A commenter cites specific examples.

Regarding UI: In As We May Think (1945), Vannevar Bush described an interface that is stunningly recognizable as web browsing. Doug Engelbart's work in the '60s (from which sprang the GUI, as Phil mentioned) was single-mindedly focused on providing the best user interface for what he called "knowledge workers". Some of his UI features, such as those for condensing text passages for quick skimming, are still unmatched. Direct manipulation showed up in Ivan Sutherland's Sketchpad (1963), whose constrained drawing features are also still unmatched. Windowed UI and WYSIWYG editing came with the Xerox Alto (1973). Even today, Photoshop and its clones still use the UI invented by Bill Atkinson for MacPaint (1983). And many believe that Atkinson's HyperCard (1987) is what the web should have been.

The two decades between Englebart's 1962 opus and the release of the Macintosh in 1984 were far and away the most fertile period of UI innovation. Most progress since then has been simply the wide-scale adoption of those ideas.
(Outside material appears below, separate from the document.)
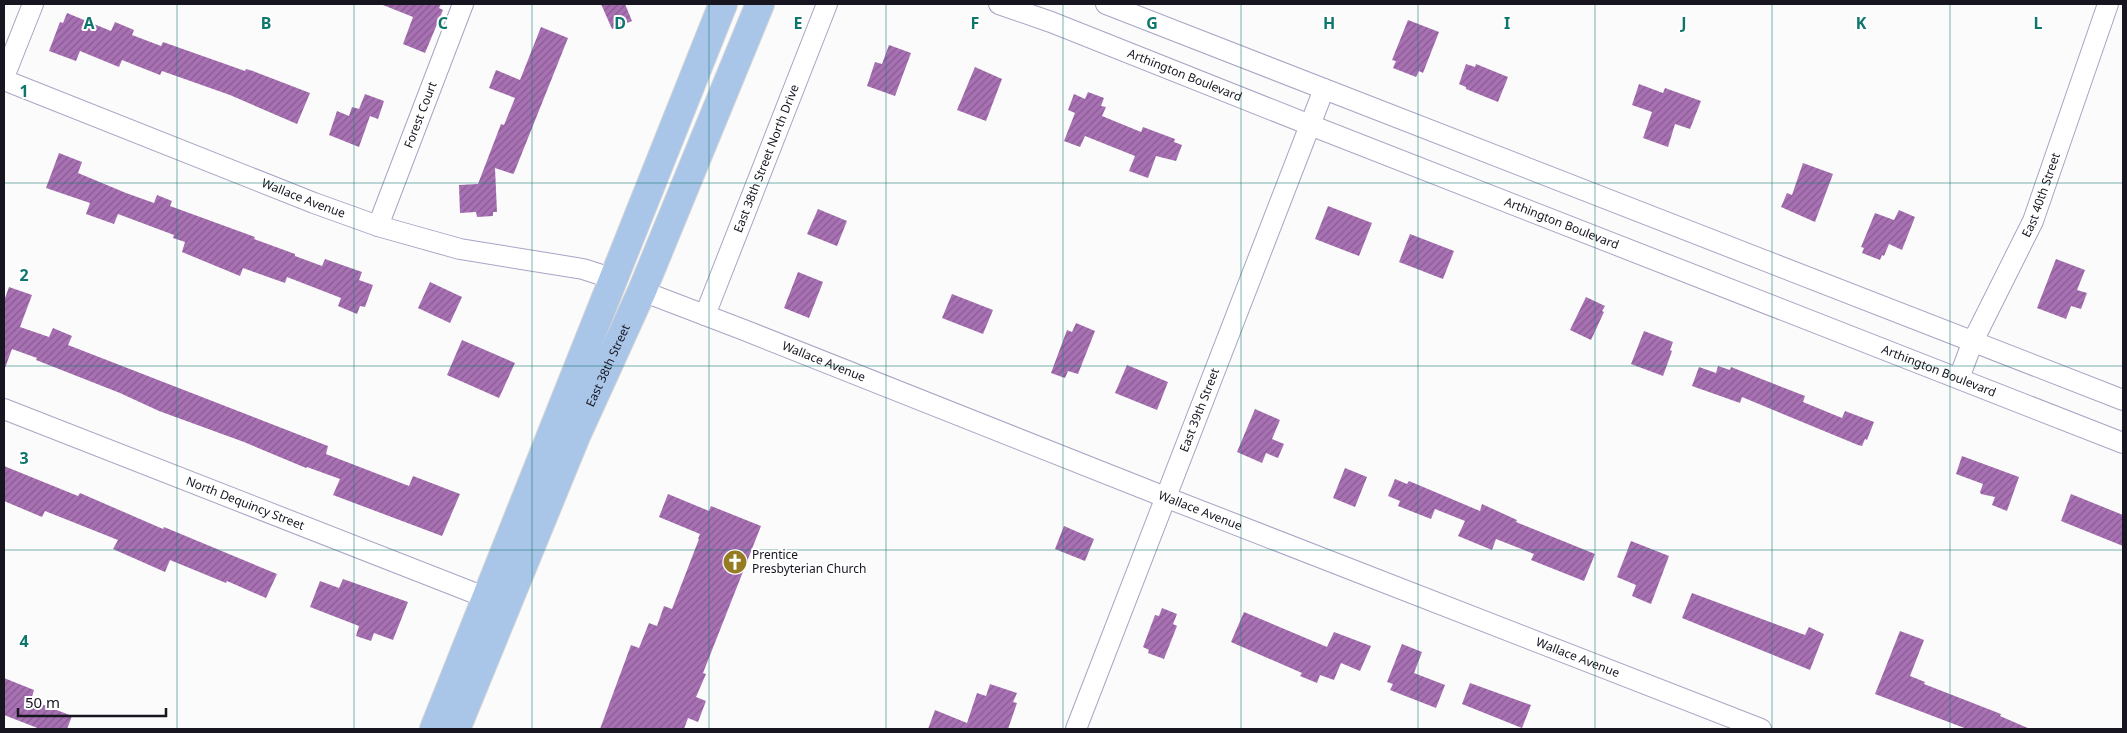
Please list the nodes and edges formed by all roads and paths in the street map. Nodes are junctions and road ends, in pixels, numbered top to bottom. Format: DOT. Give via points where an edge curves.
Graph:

Regarding Moore's law: Look at the section "A Simple Vision of the Future" in Alan Kay's Early History Of Smalltalk. You will see a man who intimately understood Moore's Law, even in the late '70s.

Old-timers were able to conceive much of the digital experiences of today. Modern digital experiences are another reflection through more advanced technologies of fundamental human interactions that have always existed in some form.